[TASK REQUIREMENTS]
Report back every line below that carries the word "Jáuregui".

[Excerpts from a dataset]
= = = = = = =

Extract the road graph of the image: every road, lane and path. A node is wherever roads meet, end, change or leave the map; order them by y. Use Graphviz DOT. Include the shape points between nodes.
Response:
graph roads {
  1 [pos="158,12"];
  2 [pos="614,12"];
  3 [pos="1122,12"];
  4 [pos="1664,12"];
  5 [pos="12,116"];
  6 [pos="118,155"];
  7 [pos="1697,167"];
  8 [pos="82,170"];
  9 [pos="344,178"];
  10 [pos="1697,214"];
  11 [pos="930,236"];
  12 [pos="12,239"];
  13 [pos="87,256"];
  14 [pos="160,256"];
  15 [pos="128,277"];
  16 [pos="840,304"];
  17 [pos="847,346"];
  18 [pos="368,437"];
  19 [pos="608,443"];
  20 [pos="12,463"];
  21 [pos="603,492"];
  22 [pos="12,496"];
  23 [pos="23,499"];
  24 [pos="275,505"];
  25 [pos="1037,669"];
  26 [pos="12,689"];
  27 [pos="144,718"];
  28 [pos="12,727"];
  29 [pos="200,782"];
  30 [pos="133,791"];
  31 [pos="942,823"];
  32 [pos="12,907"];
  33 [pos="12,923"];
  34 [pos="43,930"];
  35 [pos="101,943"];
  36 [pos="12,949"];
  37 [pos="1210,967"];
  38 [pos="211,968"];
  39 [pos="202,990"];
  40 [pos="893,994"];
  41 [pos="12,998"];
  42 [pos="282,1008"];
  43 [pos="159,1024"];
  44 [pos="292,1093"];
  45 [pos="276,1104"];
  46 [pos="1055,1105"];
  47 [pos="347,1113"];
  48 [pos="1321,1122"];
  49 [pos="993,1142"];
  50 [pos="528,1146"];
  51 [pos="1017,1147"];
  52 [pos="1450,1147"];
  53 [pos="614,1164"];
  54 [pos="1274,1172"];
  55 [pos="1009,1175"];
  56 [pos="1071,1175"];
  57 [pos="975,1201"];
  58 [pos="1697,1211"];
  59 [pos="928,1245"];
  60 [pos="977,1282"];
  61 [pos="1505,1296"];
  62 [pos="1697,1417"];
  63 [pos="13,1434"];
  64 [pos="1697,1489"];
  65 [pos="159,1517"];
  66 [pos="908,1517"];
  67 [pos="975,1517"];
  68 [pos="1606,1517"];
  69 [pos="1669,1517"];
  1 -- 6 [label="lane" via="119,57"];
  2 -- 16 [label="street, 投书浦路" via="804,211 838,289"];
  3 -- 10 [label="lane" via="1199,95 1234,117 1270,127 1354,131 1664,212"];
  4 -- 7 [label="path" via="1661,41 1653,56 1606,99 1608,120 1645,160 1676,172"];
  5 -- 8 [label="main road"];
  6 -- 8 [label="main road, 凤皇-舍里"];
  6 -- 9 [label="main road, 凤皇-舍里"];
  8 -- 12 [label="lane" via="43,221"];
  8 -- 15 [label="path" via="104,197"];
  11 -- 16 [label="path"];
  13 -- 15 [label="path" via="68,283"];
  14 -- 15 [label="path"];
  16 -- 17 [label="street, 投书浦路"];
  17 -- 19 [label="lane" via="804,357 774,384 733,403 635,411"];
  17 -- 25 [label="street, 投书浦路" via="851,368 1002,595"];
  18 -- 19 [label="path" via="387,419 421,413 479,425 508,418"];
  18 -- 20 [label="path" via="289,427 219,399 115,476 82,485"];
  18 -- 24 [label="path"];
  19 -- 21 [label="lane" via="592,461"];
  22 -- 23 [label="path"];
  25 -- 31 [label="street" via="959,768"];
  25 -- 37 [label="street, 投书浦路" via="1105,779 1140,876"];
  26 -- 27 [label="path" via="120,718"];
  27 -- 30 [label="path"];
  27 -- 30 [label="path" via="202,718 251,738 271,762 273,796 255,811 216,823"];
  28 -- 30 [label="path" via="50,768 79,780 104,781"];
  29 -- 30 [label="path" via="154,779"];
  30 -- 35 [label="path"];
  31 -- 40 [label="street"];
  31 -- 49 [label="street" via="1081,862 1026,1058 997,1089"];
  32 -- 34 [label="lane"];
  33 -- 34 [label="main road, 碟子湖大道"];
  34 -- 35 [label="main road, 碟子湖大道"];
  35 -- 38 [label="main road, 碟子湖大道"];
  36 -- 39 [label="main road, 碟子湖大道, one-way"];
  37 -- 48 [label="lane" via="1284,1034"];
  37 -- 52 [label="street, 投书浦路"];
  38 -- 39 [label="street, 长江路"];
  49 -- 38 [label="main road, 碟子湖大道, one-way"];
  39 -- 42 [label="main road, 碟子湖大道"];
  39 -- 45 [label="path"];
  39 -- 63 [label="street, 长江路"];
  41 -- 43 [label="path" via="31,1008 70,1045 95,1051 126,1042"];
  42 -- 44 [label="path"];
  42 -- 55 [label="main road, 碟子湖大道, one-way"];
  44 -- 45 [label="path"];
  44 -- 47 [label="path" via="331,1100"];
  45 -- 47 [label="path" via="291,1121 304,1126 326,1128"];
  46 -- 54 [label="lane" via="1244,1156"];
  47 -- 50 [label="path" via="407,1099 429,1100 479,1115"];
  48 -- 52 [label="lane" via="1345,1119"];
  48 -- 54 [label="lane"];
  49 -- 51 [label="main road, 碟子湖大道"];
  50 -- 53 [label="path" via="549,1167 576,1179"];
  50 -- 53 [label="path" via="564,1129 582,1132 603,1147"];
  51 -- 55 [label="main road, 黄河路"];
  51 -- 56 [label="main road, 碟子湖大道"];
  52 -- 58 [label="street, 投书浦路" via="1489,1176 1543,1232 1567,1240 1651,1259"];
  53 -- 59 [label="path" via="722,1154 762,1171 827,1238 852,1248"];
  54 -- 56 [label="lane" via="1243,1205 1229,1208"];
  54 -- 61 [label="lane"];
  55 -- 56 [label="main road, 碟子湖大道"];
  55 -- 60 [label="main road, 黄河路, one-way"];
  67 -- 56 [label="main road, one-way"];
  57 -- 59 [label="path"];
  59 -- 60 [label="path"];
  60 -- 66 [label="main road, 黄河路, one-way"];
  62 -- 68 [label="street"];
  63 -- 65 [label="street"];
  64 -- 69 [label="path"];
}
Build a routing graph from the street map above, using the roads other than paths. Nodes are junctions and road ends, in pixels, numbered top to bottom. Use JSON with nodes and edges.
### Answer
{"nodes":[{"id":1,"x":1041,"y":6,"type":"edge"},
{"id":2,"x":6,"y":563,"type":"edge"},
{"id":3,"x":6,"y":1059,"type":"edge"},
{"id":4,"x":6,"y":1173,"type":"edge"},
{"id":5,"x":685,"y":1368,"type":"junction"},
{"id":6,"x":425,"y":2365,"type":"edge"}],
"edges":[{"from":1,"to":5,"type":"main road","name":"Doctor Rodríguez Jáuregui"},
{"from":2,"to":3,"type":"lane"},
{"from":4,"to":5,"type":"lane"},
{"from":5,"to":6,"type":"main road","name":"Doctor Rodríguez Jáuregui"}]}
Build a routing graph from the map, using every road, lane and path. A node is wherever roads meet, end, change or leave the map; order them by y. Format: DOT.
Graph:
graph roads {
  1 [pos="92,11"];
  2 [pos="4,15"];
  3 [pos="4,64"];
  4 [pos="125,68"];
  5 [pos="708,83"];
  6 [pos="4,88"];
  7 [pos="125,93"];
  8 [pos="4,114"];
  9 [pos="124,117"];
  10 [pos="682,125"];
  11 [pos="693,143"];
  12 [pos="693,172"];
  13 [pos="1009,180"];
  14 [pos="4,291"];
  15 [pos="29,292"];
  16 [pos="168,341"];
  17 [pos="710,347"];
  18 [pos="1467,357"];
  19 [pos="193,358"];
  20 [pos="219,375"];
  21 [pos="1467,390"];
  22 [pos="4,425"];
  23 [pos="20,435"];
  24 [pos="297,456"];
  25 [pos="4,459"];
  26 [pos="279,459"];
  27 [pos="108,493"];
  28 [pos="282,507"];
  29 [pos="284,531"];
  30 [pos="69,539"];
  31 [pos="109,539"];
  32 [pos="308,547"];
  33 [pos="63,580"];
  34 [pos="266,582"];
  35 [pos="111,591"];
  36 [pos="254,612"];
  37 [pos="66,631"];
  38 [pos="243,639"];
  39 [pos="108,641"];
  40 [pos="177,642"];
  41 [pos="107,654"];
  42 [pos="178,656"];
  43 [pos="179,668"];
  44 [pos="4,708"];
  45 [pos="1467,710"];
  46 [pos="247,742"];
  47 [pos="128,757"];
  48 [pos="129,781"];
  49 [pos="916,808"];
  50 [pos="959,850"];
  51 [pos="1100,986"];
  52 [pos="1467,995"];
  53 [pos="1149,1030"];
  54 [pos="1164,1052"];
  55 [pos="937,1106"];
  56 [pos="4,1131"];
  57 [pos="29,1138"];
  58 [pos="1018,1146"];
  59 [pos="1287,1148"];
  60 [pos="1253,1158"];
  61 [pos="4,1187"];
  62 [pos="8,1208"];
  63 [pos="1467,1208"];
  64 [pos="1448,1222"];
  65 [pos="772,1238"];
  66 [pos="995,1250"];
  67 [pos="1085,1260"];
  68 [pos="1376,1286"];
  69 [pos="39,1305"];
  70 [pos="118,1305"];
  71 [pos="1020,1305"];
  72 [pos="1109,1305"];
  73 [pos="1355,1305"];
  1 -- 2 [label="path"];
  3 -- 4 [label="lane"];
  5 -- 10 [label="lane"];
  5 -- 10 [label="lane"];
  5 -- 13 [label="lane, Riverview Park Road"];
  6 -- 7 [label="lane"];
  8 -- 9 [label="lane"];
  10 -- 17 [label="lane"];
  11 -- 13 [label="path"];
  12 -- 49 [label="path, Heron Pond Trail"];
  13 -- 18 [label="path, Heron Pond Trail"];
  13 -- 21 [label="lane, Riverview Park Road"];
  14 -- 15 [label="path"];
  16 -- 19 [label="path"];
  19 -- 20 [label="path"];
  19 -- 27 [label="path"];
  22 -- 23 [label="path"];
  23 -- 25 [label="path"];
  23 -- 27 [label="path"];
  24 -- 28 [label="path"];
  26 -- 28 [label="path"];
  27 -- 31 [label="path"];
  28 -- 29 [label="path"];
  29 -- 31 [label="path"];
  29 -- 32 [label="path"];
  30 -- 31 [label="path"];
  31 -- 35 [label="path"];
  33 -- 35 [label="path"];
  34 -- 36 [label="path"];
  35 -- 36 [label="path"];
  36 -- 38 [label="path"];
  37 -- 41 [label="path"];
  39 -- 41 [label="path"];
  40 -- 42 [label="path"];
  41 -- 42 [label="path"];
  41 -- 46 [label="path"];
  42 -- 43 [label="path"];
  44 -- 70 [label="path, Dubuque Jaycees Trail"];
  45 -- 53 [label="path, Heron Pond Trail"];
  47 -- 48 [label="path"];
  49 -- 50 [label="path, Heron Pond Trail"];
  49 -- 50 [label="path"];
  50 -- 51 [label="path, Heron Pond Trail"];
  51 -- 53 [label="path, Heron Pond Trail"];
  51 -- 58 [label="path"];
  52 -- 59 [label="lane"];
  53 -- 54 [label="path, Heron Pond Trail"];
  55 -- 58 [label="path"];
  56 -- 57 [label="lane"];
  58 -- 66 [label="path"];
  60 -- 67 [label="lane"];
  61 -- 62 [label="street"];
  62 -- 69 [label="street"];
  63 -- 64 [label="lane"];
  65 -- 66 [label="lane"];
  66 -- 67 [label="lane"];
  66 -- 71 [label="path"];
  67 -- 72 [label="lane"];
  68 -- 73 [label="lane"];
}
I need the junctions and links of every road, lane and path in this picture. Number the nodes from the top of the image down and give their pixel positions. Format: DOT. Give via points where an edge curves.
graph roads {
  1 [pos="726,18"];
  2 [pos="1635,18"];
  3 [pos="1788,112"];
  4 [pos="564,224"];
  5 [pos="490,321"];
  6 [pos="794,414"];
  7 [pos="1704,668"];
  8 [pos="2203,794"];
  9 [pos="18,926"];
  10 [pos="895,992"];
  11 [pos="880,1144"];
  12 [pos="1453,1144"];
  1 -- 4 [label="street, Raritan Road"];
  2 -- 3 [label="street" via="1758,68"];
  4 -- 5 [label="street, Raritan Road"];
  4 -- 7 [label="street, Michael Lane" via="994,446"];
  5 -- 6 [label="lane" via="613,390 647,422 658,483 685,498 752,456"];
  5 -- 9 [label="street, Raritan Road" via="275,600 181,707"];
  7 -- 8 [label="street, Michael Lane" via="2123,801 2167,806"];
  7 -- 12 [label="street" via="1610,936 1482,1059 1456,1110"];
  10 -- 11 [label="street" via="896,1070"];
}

= = = = = = =

[RESULT]
"edges":[{"from":1,"to":5,"type":"main road","name":"Doctor Rodríguez Jáuregui"},
{"from":5,"to":6,"type":"main road","name":"Doctor Rodríguez Jáuregui"}]}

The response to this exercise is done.